Dublin’s government is on a knife-edge. Damaged Prime Minister Brian Cowen has rebuffed calls for a snap election and insisted the budget would go ahead as planned on Dec. 7 in the national interest before he calls an early poll.
But opposition parties, demanding an immediate dissolution of parliament, refused to give assurances they would support the budget or abstain to let it pass, putting its passage in doubt.
“Stability is important,” European Monetary Affairs Commissioner Olli Rehn told reporters after meeting Irish members of the European Parliament in Strasbourg, France.
“We don’t have a position on the domestic democratic politics of Ireland but it is essential that the budget will be adopted in time and we will be able to conclude the negotiations on the EU-IMF program in time.”
On Tuesday, one of the country’s smaller political parties, leftist Sinn Fein, submitted a motion of no confidence in Cowen, although it is unlikely to be debated or put to a vote because the party lacks the required 12 signatories.
Trade unions have warned that the austerity plan could provoke civil unrest: a student demonstration over planned fee increases turned violent this month, and unions have organized a march to protest at the planned measures on Saturday in Dublin. Tens of thousands are expected to turn up.
Greece, the first country to be bailed out by the euro zone and the International Monetary Fund earlier this year and which endured months of social unrest, won a vote of confidence from EU and IMF inspectors on Tuesday after promising extra measures to shore up its ailing finances.
German Chancellor Angela Merkel said on Tuesday that Ireland’s crisis was different to Greece’s but just as worrying.
Cowen has defied calls to quit, saying the national interest required that he press on to unveil a promised four-year austerity package on Wednesday.
“We don’t have the luxury of time in relation to this,” Transport Minister Noel Dempsey told public radio on Tuesday.
A delay in adopting the budget would almost certainly prevent the release of the first bailout loans under IMF rules. A European Commission spokesman reminded Ireland that every day that passes was having an impact on its economy.
He also said it was hard to imagine Ireland remaining a low tax country in an apparent reference to Dublin’s ultra-low 12.5 percent corporation tax rate, an irritant to EU partners.
One Irish lawmaker who met Rehn, independent Marian Harkin, told Reuters: “He did not phrase it in the terms ‘No budget, no bailout’ but he said from the point of view of stability for Ireland and indeed for Europe (it is important) that there is some certainty.”
Anger at Cowen’s handling of Ireland’s economic and banking crisis has ballooned since he announced the bailout, and his chances of passing the budget fell dramatically when two independent lawmakers said they were likely to withhold support.
Sinn Fein activists scuffled with police outside parliament on Monday in a possible foretaste of social unrest over harsh wage and spending cuts to be announced this week.

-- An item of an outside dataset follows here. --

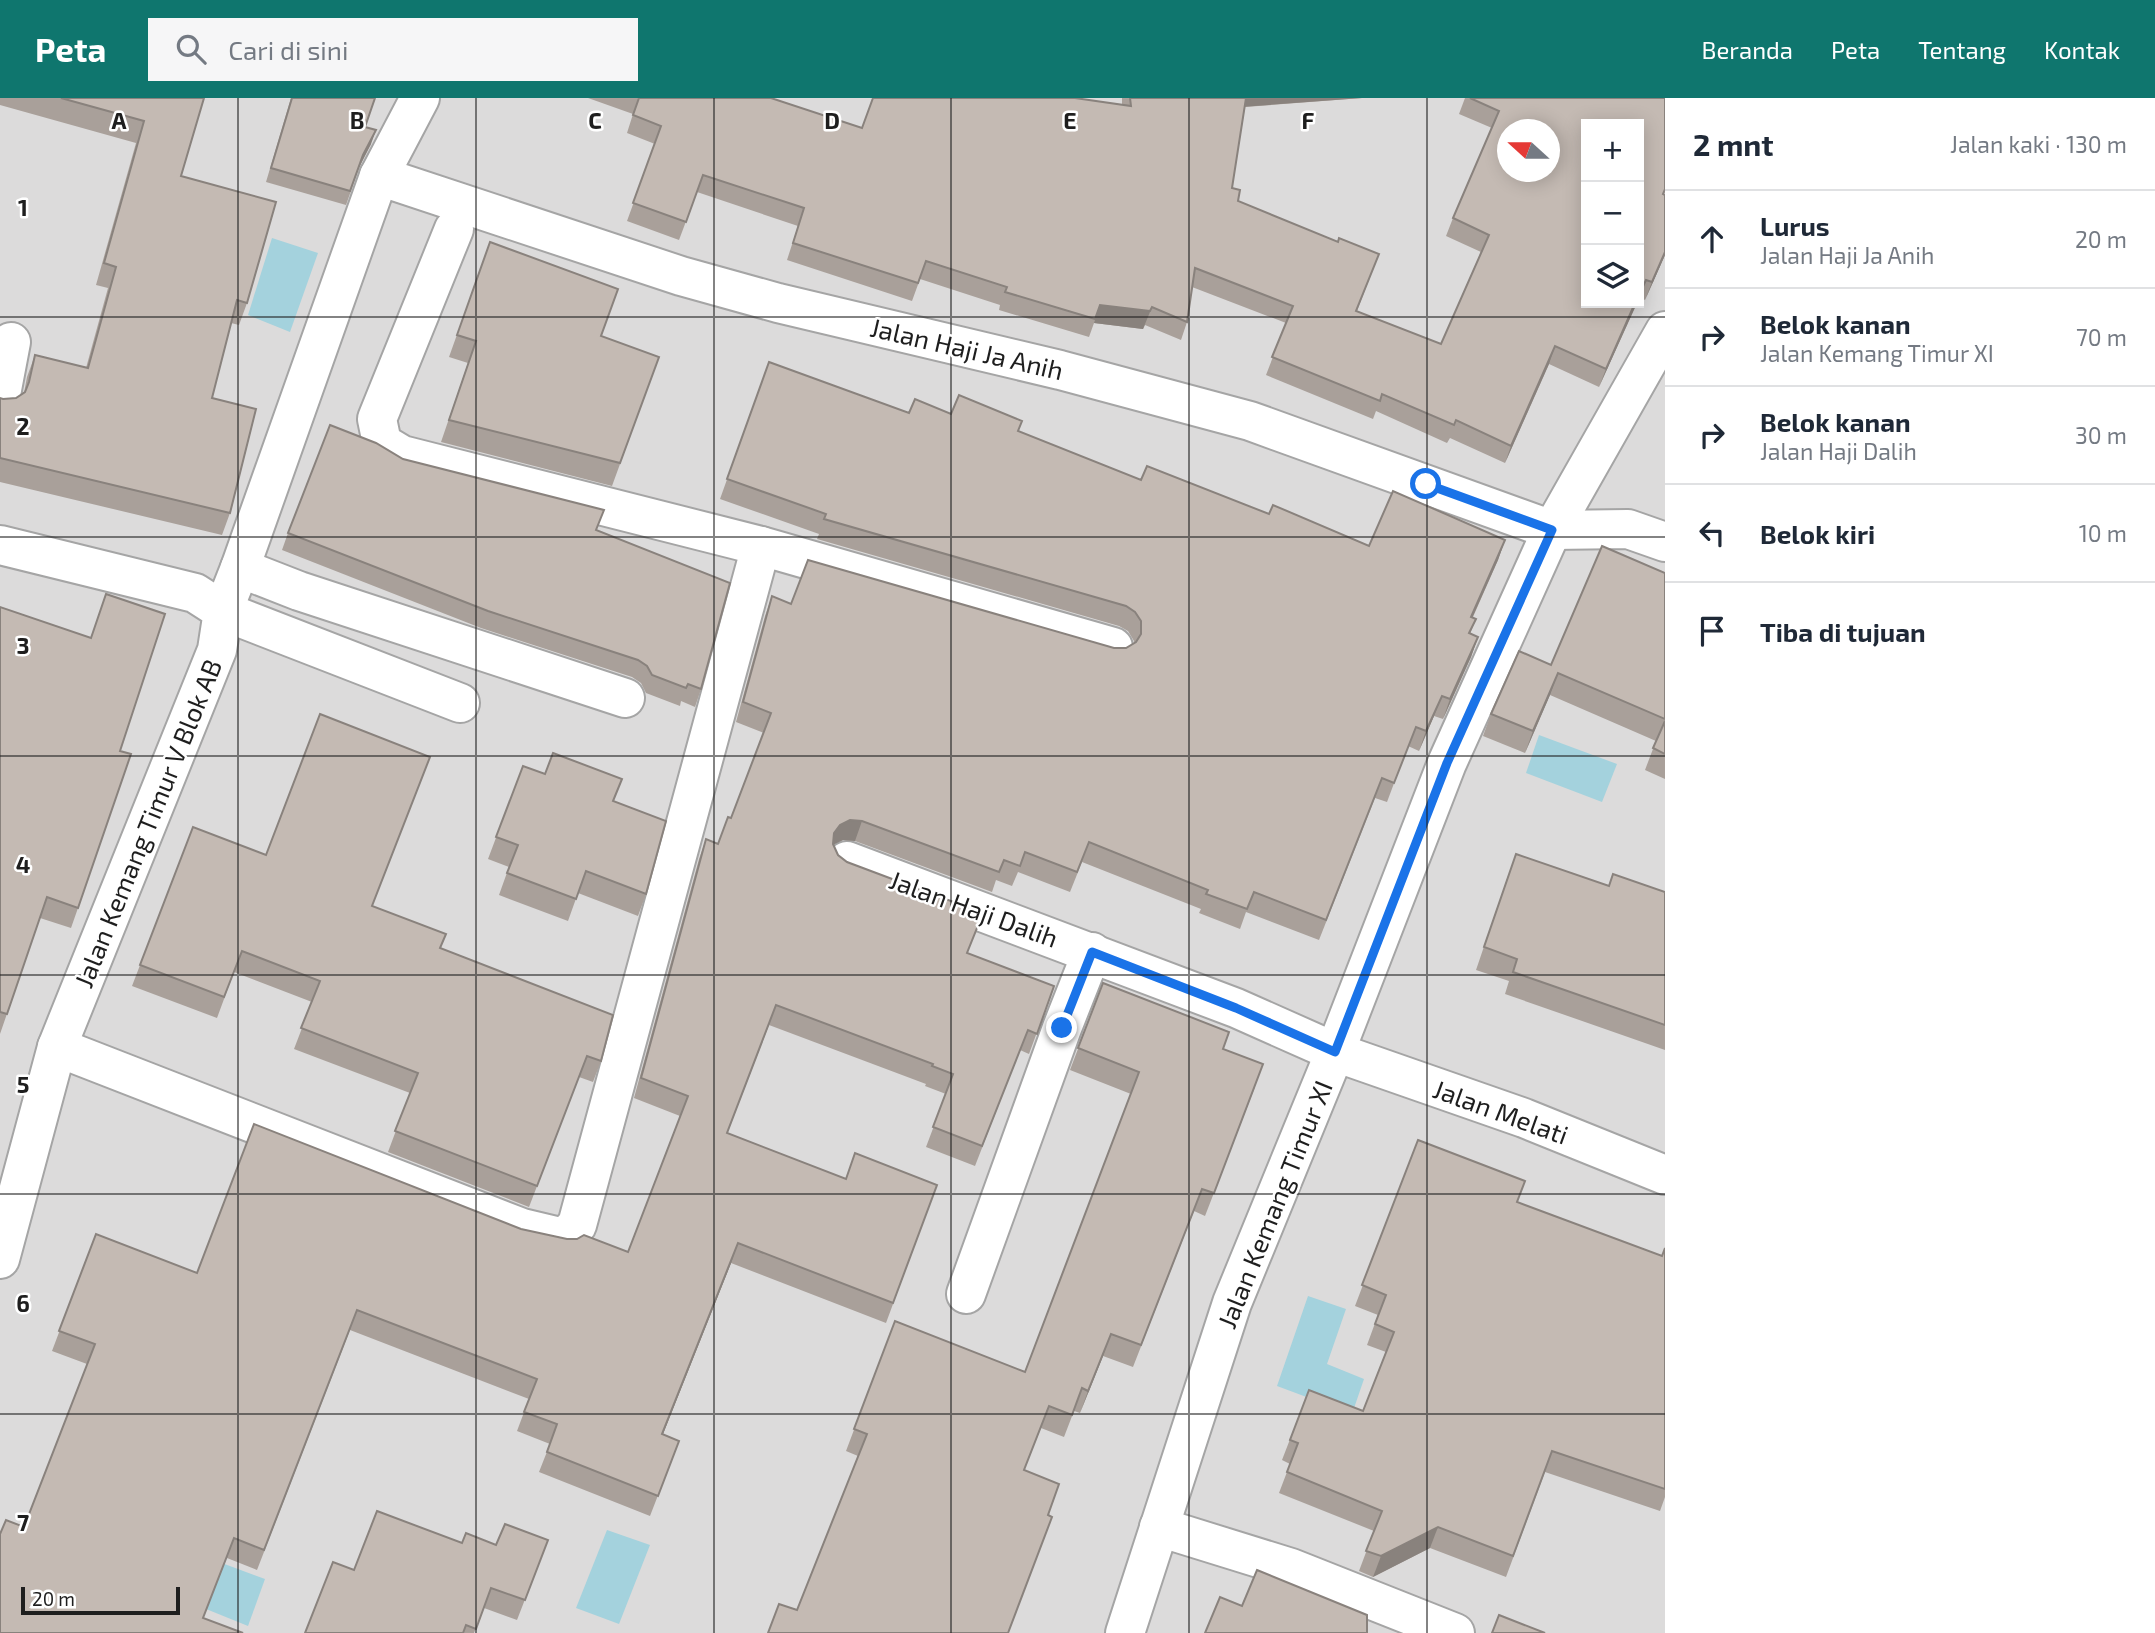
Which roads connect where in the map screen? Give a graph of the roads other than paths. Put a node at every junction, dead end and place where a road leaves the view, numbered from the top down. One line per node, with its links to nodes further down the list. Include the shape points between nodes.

However, some voters questioned in Dublin said they had more faith in the IMF than in their own politicians. “At least the IMF might know what they’re doing,” said Margaret, 49, an office worker, who declined to give her family name.
“I would love to have thrown my book at the TV as Cowen was talking last night, but I couldn’t afford a new TV,” she added.
The Irish government is expected to announce it will cut the minimum wage, social welfare spending and the number of public employees and add a new property tax and higher income taxes in a package intended to shave 6 billion euros off next year’s budget, and 15 billion off the annual budget by 2014.
The IMF said in a paper released on Monday that Ireland should gradually lower unemployment benefits and cut its minimum wage to boost employment.
European partners and the IMF agreed in principle on Sunday to rescue Ireland with an expected 80 to 90 billion euros in loans to try to stop its crisis continuing to undermine the value of Ireland’s traded debt and that of countries with similar problems — notably Portugal and Spain.
European financial markets slid on Tuesday, partly because of the mounting political uncertainty in Ireland and fears of contagion to other weak euro zone countries.
Irish shares were down as much as 3 percent, the cost of insuring Irish and Portuguese debt against default rose and the risk premium investors charge to hold Irish government bonds crept up further.
Ireland’s central bank governor, Patrick Honohan, said all the countries’ banks were up for sale, adding he expected the EU and the IMF to attach many conditions to a financial rescue.
“They are for sale as far as I am concerned,” Honohan told a meeting of accountants.
Both the main opposition parties, Fine Gael and Labour, who are likely to come to power in a coalition after next year’s election, had demanded that an election take place before the budget but have not said their last word.
Cowen called Fine Gael leader Enda Kenny and Labour leader Eamon Gilmore late on Monday night to offer to make the financial advice underpinning the budget available to them.